# What this task involves:
Check each line of the records below for the word "PENNSYLVANIA" and copy those where it appears.

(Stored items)
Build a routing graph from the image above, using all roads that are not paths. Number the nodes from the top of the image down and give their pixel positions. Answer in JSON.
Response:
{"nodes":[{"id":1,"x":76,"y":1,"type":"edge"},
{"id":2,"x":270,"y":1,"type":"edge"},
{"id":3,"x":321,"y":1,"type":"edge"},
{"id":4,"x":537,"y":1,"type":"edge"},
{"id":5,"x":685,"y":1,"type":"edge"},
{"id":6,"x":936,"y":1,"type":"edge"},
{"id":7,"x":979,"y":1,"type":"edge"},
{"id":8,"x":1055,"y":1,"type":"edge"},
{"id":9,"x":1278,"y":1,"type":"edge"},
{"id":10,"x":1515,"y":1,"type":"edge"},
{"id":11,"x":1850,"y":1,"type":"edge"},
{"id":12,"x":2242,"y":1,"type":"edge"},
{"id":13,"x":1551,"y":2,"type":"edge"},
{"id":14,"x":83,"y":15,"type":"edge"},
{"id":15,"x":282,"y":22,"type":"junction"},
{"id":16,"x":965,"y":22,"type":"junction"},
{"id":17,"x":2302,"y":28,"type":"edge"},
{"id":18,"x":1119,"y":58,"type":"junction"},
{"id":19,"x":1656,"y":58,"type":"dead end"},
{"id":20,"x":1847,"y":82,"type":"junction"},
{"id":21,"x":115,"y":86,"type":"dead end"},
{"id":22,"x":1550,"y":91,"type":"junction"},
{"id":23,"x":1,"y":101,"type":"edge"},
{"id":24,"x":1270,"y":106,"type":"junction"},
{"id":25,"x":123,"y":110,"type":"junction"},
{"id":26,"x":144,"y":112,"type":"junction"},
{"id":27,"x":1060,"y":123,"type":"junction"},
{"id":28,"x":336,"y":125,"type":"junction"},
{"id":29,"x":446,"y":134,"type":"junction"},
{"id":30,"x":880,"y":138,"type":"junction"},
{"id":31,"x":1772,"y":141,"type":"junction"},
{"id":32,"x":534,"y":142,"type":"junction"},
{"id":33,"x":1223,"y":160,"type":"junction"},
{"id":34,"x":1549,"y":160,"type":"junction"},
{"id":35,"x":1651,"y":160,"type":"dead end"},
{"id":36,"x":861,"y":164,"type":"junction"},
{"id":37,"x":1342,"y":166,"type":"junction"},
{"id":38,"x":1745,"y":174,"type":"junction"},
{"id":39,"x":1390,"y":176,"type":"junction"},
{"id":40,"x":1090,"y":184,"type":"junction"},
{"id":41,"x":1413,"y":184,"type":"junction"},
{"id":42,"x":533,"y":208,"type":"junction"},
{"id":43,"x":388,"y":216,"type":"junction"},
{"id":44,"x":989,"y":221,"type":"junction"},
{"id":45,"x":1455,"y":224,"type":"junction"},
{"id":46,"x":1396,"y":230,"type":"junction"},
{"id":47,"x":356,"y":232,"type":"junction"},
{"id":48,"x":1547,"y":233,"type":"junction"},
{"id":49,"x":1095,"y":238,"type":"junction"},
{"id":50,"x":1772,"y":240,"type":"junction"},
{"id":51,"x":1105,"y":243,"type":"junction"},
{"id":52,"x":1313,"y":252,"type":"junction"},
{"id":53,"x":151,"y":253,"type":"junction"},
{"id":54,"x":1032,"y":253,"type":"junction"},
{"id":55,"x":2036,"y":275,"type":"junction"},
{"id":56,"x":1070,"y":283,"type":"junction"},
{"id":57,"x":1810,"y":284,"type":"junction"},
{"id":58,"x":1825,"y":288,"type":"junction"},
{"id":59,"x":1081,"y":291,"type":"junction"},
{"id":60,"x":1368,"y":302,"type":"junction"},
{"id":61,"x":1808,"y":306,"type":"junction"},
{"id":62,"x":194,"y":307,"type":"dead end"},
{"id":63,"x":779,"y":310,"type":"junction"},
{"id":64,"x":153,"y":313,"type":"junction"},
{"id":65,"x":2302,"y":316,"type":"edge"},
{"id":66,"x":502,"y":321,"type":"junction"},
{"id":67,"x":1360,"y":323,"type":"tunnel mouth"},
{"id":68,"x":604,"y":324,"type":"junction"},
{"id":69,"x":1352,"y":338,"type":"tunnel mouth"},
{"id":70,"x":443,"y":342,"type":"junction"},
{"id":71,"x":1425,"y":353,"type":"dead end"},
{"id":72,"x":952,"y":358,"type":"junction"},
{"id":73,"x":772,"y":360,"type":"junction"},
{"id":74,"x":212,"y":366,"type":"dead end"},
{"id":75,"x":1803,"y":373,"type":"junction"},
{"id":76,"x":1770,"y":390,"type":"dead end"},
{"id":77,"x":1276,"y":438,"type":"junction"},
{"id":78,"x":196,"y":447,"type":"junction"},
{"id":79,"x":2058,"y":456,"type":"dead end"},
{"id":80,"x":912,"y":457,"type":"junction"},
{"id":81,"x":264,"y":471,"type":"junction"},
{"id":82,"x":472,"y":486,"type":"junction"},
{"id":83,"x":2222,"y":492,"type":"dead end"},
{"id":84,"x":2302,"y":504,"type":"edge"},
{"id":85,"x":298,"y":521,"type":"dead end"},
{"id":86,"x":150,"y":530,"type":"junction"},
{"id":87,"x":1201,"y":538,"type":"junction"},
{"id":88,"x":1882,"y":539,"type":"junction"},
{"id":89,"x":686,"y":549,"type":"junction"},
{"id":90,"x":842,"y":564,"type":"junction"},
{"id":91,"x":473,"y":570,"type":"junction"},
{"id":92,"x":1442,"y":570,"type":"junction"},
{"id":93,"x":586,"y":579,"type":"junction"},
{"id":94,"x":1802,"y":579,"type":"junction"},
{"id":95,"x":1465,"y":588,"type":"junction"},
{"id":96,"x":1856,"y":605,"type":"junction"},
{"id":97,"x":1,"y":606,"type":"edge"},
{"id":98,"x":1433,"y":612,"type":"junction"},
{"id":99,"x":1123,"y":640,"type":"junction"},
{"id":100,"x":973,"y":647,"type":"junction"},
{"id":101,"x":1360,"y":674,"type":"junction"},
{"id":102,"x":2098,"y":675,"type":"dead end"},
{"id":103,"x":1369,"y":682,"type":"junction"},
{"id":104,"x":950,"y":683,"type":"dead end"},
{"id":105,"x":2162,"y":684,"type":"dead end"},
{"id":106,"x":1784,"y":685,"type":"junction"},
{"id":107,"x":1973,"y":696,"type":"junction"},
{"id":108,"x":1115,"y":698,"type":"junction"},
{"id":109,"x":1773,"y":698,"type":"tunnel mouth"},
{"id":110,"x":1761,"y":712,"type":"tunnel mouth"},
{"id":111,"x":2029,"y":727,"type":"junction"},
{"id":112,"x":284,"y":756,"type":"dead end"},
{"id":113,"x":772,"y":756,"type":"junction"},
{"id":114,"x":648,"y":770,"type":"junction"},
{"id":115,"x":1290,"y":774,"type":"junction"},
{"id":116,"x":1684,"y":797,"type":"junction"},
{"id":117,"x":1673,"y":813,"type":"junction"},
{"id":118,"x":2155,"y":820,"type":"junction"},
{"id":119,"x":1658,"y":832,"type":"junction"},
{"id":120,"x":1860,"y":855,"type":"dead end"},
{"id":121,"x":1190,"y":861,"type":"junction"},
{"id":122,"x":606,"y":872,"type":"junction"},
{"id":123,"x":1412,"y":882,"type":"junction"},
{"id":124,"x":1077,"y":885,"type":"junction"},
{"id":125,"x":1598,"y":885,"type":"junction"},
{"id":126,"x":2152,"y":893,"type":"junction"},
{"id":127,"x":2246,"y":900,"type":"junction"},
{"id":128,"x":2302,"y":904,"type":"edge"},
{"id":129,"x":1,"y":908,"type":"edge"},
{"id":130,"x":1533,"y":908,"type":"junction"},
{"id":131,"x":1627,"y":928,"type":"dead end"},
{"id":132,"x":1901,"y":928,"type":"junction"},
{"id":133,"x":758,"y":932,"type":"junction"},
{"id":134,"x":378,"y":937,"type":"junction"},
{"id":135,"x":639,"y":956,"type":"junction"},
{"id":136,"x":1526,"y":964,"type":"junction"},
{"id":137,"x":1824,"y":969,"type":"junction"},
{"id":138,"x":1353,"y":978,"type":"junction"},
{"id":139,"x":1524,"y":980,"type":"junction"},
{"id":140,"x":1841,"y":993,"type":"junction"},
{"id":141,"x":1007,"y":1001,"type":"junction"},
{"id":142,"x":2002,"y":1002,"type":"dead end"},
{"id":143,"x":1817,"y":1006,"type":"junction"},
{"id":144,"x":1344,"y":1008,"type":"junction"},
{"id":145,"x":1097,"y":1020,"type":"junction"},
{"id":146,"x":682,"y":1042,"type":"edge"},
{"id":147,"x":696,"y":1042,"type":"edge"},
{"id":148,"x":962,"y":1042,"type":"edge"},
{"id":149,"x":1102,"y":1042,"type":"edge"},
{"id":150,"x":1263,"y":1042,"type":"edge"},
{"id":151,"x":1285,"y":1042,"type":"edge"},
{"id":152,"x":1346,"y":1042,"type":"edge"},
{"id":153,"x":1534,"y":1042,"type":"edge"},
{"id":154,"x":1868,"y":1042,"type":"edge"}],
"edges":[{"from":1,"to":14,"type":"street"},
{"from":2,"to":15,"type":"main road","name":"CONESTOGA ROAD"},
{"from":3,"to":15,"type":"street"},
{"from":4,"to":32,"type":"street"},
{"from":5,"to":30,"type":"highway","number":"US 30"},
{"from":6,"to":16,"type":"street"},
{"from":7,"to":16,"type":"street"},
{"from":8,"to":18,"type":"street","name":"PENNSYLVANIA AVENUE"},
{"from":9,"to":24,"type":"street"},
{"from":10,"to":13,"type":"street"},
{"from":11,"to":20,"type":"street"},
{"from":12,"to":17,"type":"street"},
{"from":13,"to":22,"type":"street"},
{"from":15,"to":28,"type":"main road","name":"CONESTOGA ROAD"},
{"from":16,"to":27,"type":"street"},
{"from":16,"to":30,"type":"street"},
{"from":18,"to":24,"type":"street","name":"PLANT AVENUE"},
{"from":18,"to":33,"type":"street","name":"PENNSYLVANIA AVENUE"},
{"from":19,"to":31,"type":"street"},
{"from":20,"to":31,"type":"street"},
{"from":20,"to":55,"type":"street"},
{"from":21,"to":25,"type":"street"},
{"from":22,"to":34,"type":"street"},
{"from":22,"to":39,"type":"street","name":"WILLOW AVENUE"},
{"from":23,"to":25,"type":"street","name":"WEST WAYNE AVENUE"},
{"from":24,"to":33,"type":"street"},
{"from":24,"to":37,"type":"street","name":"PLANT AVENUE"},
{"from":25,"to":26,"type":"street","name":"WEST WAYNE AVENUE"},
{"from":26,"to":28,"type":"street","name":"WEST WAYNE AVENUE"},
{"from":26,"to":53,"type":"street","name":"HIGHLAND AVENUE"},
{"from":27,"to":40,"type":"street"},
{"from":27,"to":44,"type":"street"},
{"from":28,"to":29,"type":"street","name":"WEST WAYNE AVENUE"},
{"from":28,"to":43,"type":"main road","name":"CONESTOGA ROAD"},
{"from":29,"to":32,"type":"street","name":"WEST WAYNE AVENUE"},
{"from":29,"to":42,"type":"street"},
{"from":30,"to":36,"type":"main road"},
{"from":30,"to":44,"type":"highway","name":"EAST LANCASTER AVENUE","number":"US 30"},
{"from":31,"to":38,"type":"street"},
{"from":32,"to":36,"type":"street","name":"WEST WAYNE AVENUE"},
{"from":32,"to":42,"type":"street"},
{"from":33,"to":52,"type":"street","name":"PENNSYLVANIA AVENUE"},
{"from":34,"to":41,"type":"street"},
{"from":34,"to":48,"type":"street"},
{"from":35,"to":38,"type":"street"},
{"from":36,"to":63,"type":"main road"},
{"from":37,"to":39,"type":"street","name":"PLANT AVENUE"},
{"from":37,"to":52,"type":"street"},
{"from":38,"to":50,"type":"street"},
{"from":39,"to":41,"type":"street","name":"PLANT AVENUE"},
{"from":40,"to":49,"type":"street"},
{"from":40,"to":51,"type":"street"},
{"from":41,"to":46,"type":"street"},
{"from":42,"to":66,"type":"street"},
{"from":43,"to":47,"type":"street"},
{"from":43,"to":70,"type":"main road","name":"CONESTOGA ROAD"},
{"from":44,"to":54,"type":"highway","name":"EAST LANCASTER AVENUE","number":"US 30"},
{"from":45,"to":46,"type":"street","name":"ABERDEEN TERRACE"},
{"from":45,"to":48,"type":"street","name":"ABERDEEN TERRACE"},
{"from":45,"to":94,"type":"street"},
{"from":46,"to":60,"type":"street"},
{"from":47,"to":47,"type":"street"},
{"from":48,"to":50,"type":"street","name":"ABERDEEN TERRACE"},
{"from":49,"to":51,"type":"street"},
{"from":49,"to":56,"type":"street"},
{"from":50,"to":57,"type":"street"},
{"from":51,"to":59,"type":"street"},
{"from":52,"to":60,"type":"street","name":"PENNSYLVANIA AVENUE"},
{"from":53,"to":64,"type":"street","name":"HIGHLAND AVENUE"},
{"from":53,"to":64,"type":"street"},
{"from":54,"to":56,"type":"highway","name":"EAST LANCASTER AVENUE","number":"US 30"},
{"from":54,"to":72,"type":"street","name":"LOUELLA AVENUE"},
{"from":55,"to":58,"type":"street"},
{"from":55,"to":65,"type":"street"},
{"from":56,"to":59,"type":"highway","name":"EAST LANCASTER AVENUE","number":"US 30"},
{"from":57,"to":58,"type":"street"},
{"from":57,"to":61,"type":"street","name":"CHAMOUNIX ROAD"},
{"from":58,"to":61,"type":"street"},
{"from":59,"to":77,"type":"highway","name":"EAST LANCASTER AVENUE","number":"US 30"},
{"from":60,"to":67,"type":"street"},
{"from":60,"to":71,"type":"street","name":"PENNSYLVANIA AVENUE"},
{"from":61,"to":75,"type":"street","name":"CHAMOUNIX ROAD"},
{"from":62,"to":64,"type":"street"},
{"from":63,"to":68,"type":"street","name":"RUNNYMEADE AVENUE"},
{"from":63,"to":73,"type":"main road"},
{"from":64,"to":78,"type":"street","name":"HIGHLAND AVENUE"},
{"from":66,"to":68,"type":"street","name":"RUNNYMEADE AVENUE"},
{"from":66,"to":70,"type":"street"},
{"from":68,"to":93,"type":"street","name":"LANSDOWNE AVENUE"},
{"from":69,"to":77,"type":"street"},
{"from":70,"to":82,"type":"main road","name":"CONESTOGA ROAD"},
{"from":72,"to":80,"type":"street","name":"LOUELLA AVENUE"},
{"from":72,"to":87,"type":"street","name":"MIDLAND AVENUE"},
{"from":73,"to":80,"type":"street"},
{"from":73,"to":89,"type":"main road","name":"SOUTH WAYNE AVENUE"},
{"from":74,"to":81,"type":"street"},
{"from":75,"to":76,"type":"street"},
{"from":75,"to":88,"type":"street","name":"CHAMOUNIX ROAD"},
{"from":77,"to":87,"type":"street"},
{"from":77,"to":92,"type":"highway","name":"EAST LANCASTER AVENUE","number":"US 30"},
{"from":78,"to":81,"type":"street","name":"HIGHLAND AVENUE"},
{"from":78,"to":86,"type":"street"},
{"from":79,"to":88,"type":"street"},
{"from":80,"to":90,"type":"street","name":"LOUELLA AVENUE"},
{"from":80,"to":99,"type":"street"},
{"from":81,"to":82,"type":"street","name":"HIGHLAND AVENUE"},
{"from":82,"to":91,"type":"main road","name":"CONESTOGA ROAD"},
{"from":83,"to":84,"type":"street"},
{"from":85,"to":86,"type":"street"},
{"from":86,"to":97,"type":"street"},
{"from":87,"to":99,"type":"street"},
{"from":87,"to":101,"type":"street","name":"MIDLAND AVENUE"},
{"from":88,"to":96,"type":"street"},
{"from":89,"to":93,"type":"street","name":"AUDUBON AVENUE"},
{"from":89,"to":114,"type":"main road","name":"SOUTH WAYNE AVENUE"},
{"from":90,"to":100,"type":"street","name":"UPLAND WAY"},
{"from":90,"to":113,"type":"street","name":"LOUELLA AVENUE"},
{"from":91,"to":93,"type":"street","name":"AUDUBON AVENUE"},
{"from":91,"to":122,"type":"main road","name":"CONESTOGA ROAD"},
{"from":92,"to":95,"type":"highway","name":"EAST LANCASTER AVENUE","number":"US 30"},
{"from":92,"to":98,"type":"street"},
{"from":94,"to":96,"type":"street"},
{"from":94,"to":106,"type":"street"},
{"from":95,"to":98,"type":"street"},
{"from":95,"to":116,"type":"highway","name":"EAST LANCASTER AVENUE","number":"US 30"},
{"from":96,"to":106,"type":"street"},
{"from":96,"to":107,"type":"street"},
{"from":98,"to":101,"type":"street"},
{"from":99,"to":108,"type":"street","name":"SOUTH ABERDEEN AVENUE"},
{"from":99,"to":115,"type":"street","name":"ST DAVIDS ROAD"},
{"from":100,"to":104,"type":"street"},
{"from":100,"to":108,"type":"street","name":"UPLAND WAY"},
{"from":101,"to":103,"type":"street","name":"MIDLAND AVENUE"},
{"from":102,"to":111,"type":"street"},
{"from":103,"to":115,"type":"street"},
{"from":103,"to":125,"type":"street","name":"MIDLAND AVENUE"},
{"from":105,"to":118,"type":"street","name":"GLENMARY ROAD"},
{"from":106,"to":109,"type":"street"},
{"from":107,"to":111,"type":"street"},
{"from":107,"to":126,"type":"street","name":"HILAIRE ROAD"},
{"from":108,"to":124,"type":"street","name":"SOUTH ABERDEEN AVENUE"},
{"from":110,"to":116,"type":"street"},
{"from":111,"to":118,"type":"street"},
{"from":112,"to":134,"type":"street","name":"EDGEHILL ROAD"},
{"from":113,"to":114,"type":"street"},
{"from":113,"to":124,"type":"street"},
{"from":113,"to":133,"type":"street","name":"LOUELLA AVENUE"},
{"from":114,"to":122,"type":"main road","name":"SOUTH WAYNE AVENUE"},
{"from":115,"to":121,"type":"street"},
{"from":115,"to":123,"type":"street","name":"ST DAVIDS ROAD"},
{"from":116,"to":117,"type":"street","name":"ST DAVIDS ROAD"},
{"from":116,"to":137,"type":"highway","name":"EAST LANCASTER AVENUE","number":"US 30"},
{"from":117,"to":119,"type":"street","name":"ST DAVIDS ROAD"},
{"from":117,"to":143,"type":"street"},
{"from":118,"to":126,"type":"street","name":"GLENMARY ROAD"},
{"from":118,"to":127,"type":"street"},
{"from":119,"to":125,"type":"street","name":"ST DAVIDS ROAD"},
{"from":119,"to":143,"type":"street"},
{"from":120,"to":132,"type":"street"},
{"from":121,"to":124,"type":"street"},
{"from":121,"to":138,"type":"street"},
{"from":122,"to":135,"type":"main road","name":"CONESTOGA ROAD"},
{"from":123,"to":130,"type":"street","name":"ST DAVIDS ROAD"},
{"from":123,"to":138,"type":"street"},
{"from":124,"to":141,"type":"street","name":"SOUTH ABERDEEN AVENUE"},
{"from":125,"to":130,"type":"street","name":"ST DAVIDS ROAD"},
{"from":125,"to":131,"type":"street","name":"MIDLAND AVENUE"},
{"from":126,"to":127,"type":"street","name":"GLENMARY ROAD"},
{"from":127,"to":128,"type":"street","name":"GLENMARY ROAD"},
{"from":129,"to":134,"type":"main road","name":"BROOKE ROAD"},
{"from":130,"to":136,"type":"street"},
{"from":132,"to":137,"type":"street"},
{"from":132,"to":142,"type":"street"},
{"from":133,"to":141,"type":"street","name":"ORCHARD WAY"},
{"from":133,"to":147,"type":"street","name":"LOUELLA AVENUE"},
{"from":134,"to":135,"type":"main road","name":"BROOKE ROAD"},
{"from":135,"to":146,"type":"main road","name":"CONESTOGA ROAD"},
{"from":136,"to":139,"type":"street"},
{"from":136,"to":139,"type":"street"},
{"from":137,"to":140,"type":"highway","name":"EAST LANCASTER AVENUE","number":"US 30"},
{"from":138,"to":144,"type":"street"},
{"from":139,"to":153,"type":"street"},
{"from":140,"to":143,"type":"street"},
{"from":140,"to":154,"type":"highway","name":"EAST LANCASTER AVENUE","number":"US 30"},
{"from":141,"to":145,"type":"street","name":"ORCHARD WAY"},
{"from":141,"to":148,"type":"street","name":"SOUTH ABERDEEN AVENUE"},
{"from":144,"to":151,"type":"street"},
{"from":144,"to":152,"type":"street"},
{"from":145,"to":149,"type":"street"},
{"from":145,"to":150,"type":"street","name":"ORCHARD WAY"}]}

# Task response:
{"from":8,"to":18,"type":"street","name":"PENNSYLVANIA AVENUE"},
{"from":18,"to":33,"type":"street","name":"PENNSYLVANIA AVENUE"},
{"from":33,"to":52,"type":"street","name":"PENNSYLVANIA AVENUE"},
{"from":52,"to":60,"type":"street","name":"PENNSYLVANIA AVENUE"},
{"from":60,"to":71,"type":"street","name":"PENNSYLVANIA AVENUE"},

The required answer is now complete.